-- Description of the task --
Output what the records say, word for word, with no images.

-- Given records --
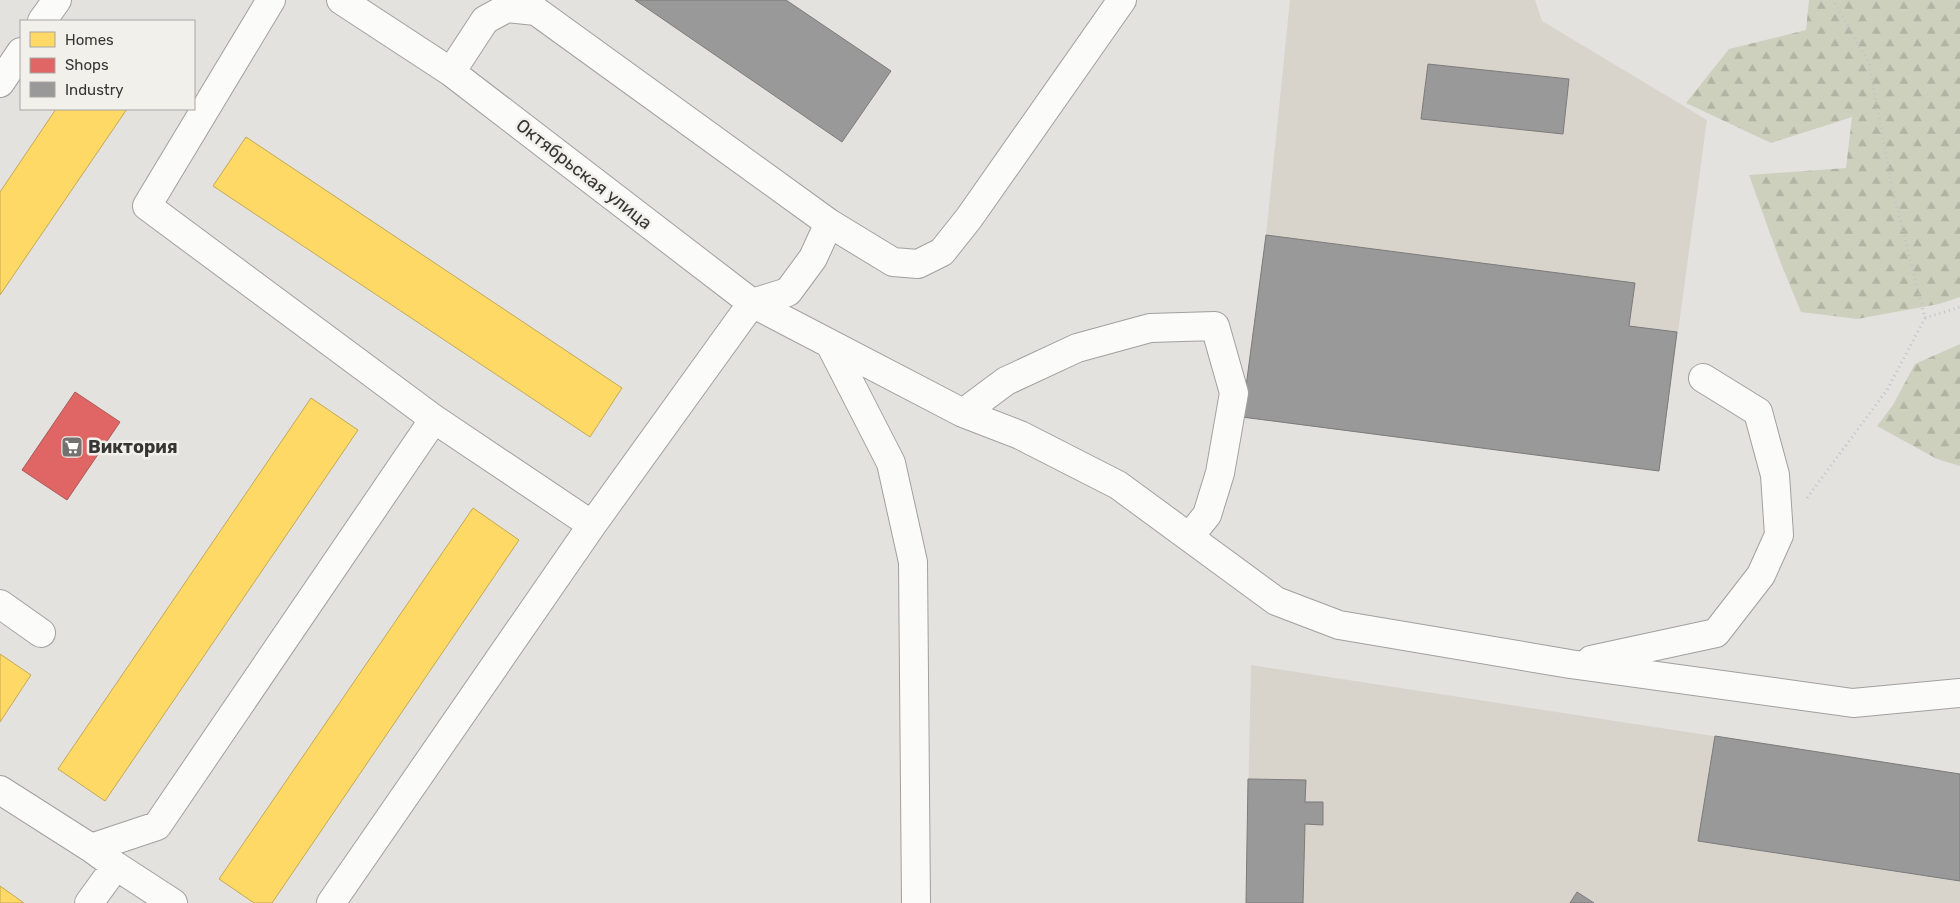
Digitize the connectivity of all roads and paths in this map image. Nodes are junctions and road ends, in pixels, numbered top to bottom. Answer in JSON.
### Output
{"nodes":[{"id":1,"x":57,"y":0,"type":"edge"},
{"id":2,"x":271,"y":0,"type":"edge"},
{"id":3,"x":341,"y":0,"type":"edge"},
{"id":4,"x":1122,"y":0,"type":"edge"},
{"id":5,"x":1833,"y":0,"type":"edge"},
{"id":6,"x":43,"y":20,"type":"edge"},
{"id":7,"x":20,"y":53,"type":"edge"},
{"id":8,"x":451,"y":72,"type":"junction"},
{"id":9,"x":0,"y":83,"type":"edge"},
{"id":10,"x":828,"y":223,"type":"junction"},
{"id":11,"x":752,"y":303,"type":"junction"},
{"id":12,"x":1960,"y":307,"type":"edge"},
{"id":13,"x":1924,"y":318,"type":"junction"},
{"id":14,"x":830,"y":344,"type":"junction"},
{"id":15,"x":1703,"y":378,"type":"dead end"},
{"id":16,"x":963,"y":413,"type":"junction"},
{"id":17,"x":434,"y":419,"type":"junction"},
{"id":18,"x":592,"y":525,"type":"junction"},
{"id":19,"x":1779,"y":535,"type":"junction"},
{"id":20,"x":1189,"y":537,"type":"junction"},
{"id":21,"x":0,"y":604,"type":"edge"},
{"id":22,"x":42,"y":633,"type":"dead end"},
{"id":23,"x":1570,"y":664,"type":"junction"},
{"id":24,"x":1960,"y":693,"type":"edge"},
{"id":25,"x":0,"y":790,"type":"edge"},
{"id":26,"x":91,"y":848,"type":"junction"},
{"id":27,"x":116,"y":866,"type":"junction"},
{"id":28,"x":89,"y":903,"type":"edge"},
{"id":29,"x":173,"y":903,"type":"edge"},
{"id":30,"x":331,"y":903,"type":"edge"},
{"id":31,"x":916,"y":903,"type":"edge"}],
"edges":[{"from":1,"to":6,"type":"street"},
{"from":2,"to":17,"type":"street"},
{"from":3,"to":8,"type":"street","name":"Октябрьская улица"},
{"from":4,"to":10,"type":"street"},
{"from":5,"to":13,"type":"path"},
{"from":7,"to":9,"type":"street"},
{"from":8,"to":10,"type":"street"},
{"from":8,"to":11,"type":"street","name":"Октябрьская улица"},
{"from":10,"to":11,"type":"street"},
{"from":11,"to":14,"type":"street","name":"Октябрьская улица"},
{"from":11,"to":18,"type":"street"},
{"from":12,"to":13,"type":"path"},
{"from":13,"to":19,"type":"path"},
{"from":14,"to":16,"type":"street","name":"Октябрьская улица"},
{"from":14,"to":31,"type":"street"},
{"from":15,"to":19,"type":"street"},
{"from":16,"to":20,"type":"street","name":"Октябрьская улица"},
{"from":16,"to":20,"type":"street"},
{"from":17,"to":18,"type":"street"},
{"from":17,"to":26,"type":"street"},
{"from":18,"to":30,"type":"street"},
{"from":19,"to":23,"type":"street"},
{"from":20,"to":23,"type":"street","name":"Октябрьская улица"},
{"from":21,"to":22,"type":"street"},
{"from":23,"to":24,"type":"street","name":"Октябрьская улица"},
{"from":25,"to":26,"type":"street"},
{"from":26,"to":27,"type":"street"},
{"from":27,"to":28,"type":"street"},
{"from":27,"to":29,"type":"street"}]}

-- Answer box --
Digitize the connectivity of all roads and paths in this map image. Nodes are junctions and road ends, in pixels, numbered top to bottom. Answer in JSON.
### Output
{"nodes":[{"id":1,"x":57,"y":0,"type":"edge"},
{"id":2,"x":271,"y":0,"type":"edge"},
{"id":3,"x":341,"y":0,"type":"edge"},
{"id":4,"x":1122,"y":0,"type":"edge"},
{"id":5,"x":1833,"y":0,"type":"edge"},
{"id":6,"x":43,"y":20,"type":"edge"},
{"id":7,"x":20,"y":53,"type":"edge"},
{"id":8,"x":451,"y":72,"type":"junction"},
{"id":9,"x":0,"y":83,"type":"edge"},
{"id":10,"x":828,"y":223,"type":"junction"},
{"id":11,"x":752,"y":303,"type":"junction"},
{"id":12,"x":1960,"y":307,"type":"edge"},
{"id":13,"x":1924,"y":318,"type":"junction"},
{"id":14,"x":830,"y":344,"type":"junction"},
{"id":15,"x":1703,"y":378,"type":"dead end"},
{"id":16,"x":963,"y":413,"type":"junction"},
{"id":17,"x":434,"y":419,"type":"junction"},
{"id":18,"x":592,"y":525,"type":"junction"},
{"id":19,"x":1779,"y":535,"type":"junction"},
{"id":20,"x":1189,"y":537,"type":"junction"},
{"id":21,"x":0,"y":604,"type":"edge"},
{"id":22,"x":42,"y":633,"type":"dead end"},
{"id":23,"x":1570,"y":664,"type":"junction"},
{"id":24,"x":1960,"y":693,"type":"edge"},
{"id":25,"x":0,"y":790,"type":"edge"},
{"id":26,"x":91,"y":848,"type":"junction"},
{"id":27,"x":116,"y":866,"type":"junction"},
{"id":28,"x":89,"y":903,"type":"edge"},
{"id":29,"x":173,"y":903,"type":"edge"},
{"id":30,"x":331,"y":903,"type":"edge"},
{"id":31,"x":916,"y":903,"type":"edge"}],
"edges":[{"from":1,"to":6,"type":"street"},
{"from":2,"to":17,"type":"street"},
{"from":3,"to":8,"type":"street","name":"Октябрьская улица"},
{"from":4,"to":10,"type":"street"},
{"from":5,"to":13,"type":"path"},
{"from":7,"to":9,"type":"street"},
{"from":8,"to":10,"type":"street"},
{"from":8,"to":11,"type":"street","name":"Октябрьская улица"},
{"from":10,"to":11,"type":"street"},
{"from":11,"to":14,"type":"street","name":"Октябрьская улица"},
{"from":11,"to":18,"type":"street"},
{"from":12,"to":13,"type":"path"},
{"from":13,"to":19,"type":"path"},
{"from":14,"to":16,"type":"street","name":"Октябрьская улица"},
{"from":14,"to":31,"type":"street"},
{"from":15,"to":19,"type":"street"},
{"from":16,"to":20,"type":"street","name":"Октябрьская улица"},
{"from":16,"to":20,"type":"street"},
{"from":17,"to":18,"type":"street"},
{"from":17,"to":26,"type":"street"},
{"from":18,"to":30,"type":"street"},
{"from":19,"to":23,"type":"street"},
{"from":20,"to":23,"type":"street","name":"Октябрьская улица"},
{"from":21,"to":22,"type":"street"},
{"from":23,"to":24,"type":"street","name":"Октябрьская улица"},
{"from":25,"to":26,"type":"street"},
{"from":26,"to":27,"type":"street"},
{"from":27,"to":28,"type":"street"},
{"from":27,"to":29,"type":"street"}]}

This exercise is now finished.